*Work instructions:* In the listing that follows, how many lines hold the string "Strużańska"? Answer with the number only.
[[ Available records, beginning ]]
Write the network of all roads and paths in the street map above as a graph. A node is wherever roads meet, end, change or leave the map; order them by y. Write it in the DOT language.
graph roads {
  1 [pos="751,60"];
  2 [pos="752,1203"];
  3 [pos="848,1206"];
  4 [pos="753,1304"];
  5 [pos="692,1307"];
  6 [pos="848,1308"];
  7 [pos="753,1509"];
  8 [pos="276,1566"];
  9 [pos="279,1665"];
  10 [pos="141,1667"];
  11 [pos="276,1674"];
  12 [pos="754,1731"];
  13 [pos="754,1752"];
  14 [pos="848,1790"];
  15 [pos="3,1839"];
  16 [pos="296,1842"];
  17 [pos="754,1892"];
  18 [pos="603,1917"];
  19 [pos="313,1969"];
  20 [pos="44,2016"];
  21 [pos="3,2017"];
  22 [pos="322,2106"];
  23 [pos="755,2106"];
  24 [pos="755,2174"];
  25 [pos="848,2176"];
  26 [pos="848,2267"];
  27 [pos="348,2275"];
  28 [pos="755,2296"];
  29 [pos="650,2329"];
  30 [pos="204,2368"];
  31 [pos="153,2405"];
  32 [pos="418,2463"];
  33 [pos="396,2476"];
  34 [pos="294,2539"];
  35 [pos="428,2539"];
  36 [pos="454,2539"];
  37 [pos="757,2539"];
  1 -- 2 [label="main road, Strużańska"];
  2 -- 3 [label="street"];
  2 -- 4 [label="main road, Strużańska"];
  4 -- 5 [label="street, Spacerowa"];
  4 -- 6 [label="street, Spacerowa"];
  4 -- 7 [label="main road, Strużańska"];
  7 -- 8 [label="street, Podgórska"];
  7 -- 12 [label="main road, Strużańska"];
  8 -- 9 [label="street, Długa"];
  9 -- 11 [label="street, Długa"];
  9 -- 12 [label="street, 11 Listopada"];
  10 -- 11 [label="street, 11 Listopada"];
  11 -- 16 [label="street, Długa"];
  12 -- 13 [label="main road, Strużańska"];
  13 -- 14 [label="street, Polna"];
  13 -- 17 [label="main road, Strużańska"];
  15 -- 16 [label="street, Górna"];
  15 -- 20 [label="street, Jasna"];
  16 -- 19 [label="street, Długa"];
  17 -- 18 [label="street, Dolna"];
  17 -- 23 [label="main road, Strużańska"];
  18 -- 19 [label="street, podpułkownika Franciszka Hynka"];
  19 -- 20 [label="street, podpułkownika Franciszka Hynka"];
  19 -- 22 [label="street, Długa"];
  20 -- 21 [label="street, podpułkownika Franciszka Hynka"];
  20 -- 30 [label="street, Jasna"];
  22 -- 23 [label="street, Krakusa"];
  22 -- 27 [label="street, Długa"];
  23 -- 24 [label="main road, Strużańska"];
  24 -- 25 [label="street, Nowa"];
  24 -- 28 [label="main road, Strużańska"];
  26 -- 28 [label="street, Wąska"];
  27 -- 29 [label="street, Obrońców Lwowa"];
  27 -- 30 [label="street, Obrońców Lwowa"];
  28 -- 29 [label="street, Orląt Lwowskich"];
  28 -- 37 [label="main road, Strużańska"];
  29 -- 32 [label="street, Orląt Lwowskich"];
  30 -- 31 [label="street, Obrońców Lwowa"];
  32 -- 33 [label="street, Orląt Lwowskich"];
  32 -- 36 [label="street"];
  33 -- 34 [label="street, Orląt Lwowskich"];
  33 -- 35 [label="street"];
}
[[ Available records, end ]]
*Answer below:* 10